___ RECORD SET ___

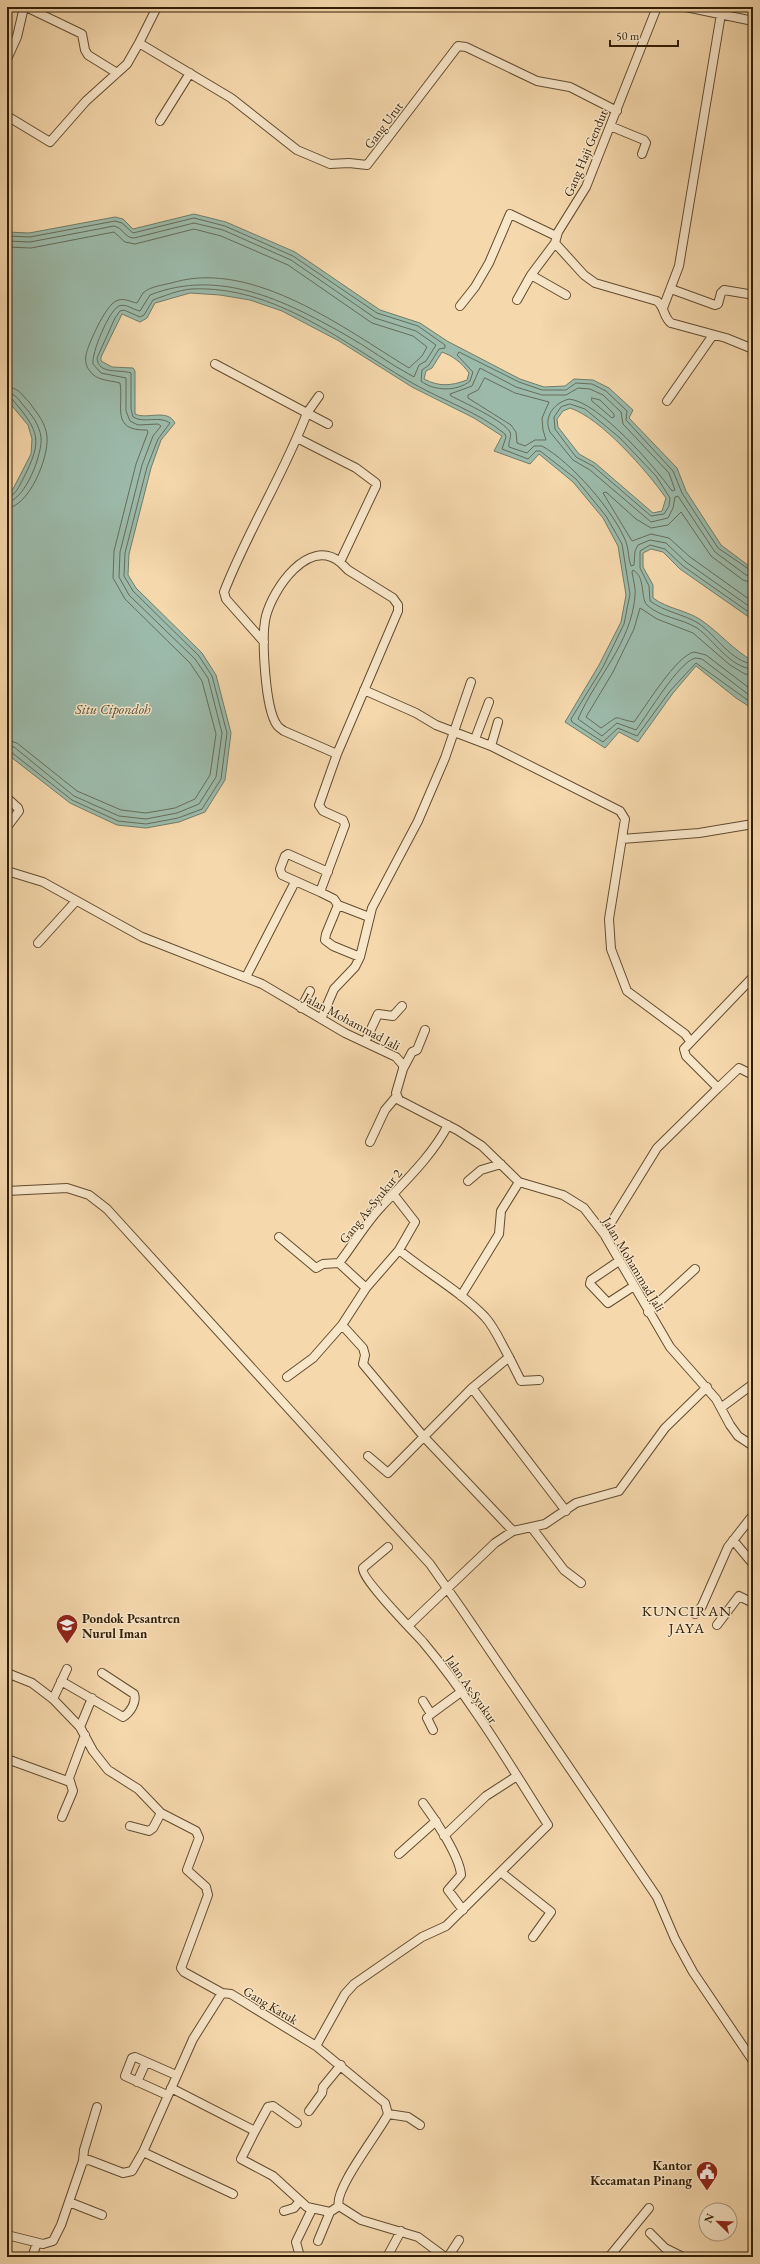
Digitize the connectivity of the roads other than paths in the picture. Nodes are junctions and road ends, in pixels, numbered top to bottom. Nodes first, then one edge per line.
1 (25, 7) edge
2 (157, 7) edge
3 (658, 7) edge
4 (688, 7) edge
5 (721, 14) junction
6 (753, 21) edge
7 (139, 43) junction
8 (7, 59) edge
9 (117, 73) junction
10 (190, 73) junction
11 (617, 111) junction
12 (7, 116) edge
13 (160, 121) dead end
14 (610, 126) junction
15 (642, 154) dead end
16 (555, 239) junction
17 (531, 275) junction
18 (671, 289) junction
19 (566, 294) dead end
20 (748, 294) dead end
21 (517, 300) dead end
22 (460, 306) dead end
23 (663, 308) junction
24 (713, 335) junction
25 (753, 349) edge
26 (215, 364) dead end
27 (319, 396) dead end
28 (667, 400) dead end
29 (307, 413) junction
30 (328, 424) dead end
31 (297, 438) junction
32 (340, 562) junction
33 (264, 642) junction
34 (471, 682) dead end
35 (364, 690) junction
36 (489, 702) dead end
37 (498, 722) dead end
38 (453, 732) junction
39 (475, 740) junction
40 (491, 746) junction
41 (337, 754) junction
42 (7, 798) edge
43 (753, 824) edge
44 (7, 827) edge
45 (622, 839) junction
46 (7, 870) edge
47 (328, 872) junction
48 (295, 882) junction
49 (320, 892) junction
50 (76, 901) junction
51 (338, 905) junction
52 (369, 917) junction
53 (38, 943) dead end
54 (360, 957) junction
55 (246, 977) junction
56 (753, 977) edge
57 (310, 991) dead end
58 (402, 1006) dead end
59 (301, 1008) junction
60 (321, 1020) junction
61 (425, 1030) dead end
62 (690, 1041) junction
63 (365, 1042) junction
64 (403, 1069) junction
65 (753, 1075) edge
66 (718, 1088) junction
67 (396, 1097) junction
68 (448, 1125) junction
69 (370, 1142) dead end
70 (501, 1164) junction
71 (468, 1181) dead end
72 (519, 1182) junction
73 (7, 1191) edge
74 (394, 1195) junction
75 (604, 1234) junction
76 (279, 1237) dead end
77 (399, 1250) junction
78 (619, 1261) junction
79 (339, 1264) junction
80 (695, 1269) dead end
81 (634, 1286) junction
82 (366, 1288) junction
83 (461, 1296) junction
84 (648, 1312) junction
85 (342, 1324) junction
86 (509, 1357) junction
87 (287, 1377) dead end
88 (539, 1380) dead end
89 (753, 1384) edge
90 (707, 1387) junction
91 (472, 1388) junction
92 (722, 1407) junction
93 (424, 1437) junction
94 (753, 1446) edge
95 (368, 1456) dead end
96 (566, 1510) junction
97 (753, 1515) edge
98 (532, 1528) junction
99 (513, 1531) junction
100 (732, 1540) junction
101 (388, 1547) dead end
102 (753, 1564) edge
103 (581, 1583) dead end
104 (447, 1588) junction
105 (753, 1603) edge
106 (695, 1614) dead end
107 (409, 1625) junction
108 (717, 1625) dead end
109 (67, 1669) dead end
110 (7, 1672) edge
111 (102, 1673) dead end
112 (61, 1681) junction
113 (461, 1692) junction
114 (92, 1698) junction
115 (53, 1699) junction
116 (424, 1702) dead end
117 (431, 1714) junction
118 (80, 1727) junction
119 (433, 1730) dead end
120 (85, 1735) junction
121 (7, 1759) edge
122 (517, 1776) junction
123 (70, 1782) junction
124 (423, 1804) dead end
125 (161, 1813) junction
126 (62, 1817) dead end
127 (436, 1821) junction
128 (130, 1826) dead end
129 (444, 1836) junction
130 (399, 1854) dead end
131 (502, 1872) junction
132 (463, 1910) junction
133 (533, 1937) dead end
134 (222, 1993) junction
135 (316, 2046) junction
136 (753, 2061) edge
137 (146, 2062) junction
138 (341, 2065) junction
139 (176, 2075) junction
140 (137, 2082) junction
141 (169, 2092) junction
142 (97, 2107) dead end
143 (309, 2110) dead end
144 (388, 2114) junction
145 (297, 2123) dead end
146 (420, 2125) dead end
147 (255, 2131) junction
148 (143, 2152) junction
149 (83, 2161) junction
150 (233, 2194) dead end
151 (69, 2202) junction
152 (299, 2202) junction
153 (339, 2206) junction
154 (649, 2208) dead end
155 (312, 2209) junction
156 (284, 2211) dead end
157 (330, 2212) junction
158 (102, 2215) dead end
159 (401, 2231) junction
160 (650, 2234) dead end
161 (7, 2235) edge
162 (459, 2240) dead end
163 (318, 2241) dead end
164 (37, 2243) junction
165 (32, 2257) edge
166 (296, 2257) edge
167 (386, 2257) edge
168 (446, 2257) edge
169 (609, 2257) edge
170 (684, 2257) edge

1 - 8 street
1 - 9 street
2 - 7 street
3 - 11 street, Gang Haji Gendut
4 - 5 street
5 - 6 street
5 - 18 street
7 - 9 street
7 - 10 street, Gang Urut
9 - 12 street
10 - 11 street, Gang Urut
10 - 13 street
11 - 14 street, Gang Haji Gendut
14 - 15 street
14 - 16 street, Gang Haji Gendut
16 - 17 street, Gang Haji Gendut
16 - 22 street
16 - 23 street
17 - 19 street
17 - 21 street, Gang Haji Gendut
18 - 20 street
18 - 23 street
23 - 24 street
24 - 25 street
24 - 28 street
26 - 29 street
27 - 29 street
29 - 30 street
29 - 31 street
31 - 32 street
31 - 33 street
32 - 33 street
32 - 35 street
33 - 41 street
34 - 38 street
35 - 38 street
35 - 41 street
36 - 39 street
37 - 40 street
38 - 39 street
38 - 52 street
39 - 40 street
40 - 45 street
41 - 47 street
42 - 44 street
43 - 45 street
45 - 62 street
46 - 50 street, Jalan Mohammad Jali
47 - 48 street
47 - 49 street
48 - 49 street
48 - 55 street
49 - 51 street
50 - 53 street
50 - 55 street, Jalan Mohammad Jali
51 - 52 street
51 - 54 street
52 - 54 street
54 - 60 street
55 - 59 street, Jalan Mohammad Jali
56 - 62 street
57 - 59 street
58 - 63 street
59 - 60 street, Jalan Mohammad Jali
60 - 63 street, Jalan Mohammad Jali
61 - 64 street
62 - 66 street
63 - 64 street, Jalan Mohammad Jali
64 - 67 street, Jalan Mohammad Jali
65 - 66 street
66 - 75 street
67 - 68 street, Jalan Mohammad Jali
67 - 69 street
68 - 70 street, Jalan Mohammad Jali
68 - 74 street, Gang As-Syukur 2
70 - 71 street
70 - 72 street, Jalan Mohammad Jali
72 - 75 street, Jalan Mohammad Jali
72 - 83 street
73 - 104 street
74 - 77 street
74 - 79 street, Gang As-Syukur 2
75 - 78 street, Jalan Mohammad Jali
76 - 79 street, Gang As-Syukur 2
77 - 82 street
77 - 83 street
78 - 81 street, Jalan Mohammad Jali
78 - 81 street
79 - 82 street
80 - 84 street
81 - 84 street, Jalan Mohammad Jali
82 - 85 street
83 - 86 street
84 - 90 street, Jalan Mohammad Jali
85 - 87 street
85 - 93 street
86 - 88 street
86 - 91 street
89 - 92 street
90 - 92 street, Jalan Mohammad Jali
90 - 96 street
91 - 93 street
91 - 96 street
92 - 94 street, Jalan Mohammad Jali
93 - 95 street
93 - 99 street
96 - 98 street
97 - 100 street
98 - 99 street
98 - 103 street
99 - 104 street
100 - 102 street
100 - 106 street
101 - 107 street, Jalan As-Syukur
104 - 107 street
104 - 136 street
105 - 108 street
107 - 113 street, Jalan As-Syukur
109 - 112 street
110 - 115 street
111 - 114 street
112 - 114 street
112 - 115 street
113 - 117 street
113 - 122 street, Jalan As-Syukur
114 - 118 street
115 - 118 street
116 - 117 street
117 - 119 street
118 - 120 street
120 - 123 street
120 - 125 street
121 - 123 street
122 - 129 street
122 - 131 street, Jalan As-Syukur
123 - 126 street
124 - 127 street
125 - 128 street
125 - 134 street
127 - 129 street
127 - 130 street
129 - 132 street
131 - 132 street, Jalan As-Syukur
131 - 133 street
132 - 135 street, Jalan As-Syukur
134 - 135 street, Gang Katuk
134 - 139 street, Gang Katuk
135 - 138 street, Gang Katuk
137 - 139 street
137 - 140 street
137 - 140 street
138 - 143 street
138 - 144 street, Gang Katuk
139 - 141 street, Gang Katuk
140 - 141 street
141 - 147 street
141 - 148 street, Gang Katuk
142 - 149 street
144 - 146 street
144 - 153 street
145 - 147 street
147 - 152 street
148 - 149 street, Gang Katuk
148 - 150 street
149 - 151 street
151 - 158 street
151 - 164 street
152 - 155 street
152 - 156 street
153 - 157 street
153 - 159 street
154 - 169 street
155 - 157 street
155 - 166 street
157 - 163 street
159 - 167 street
159 - 168 street
160 - 170 street
161 - 164 street
162 - 168 street
164 - 165 street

___

> ACTIVITY
Reply with nothing but a number. State how many lines in the records hold the word "Haji".

> ANSWER SECTION
5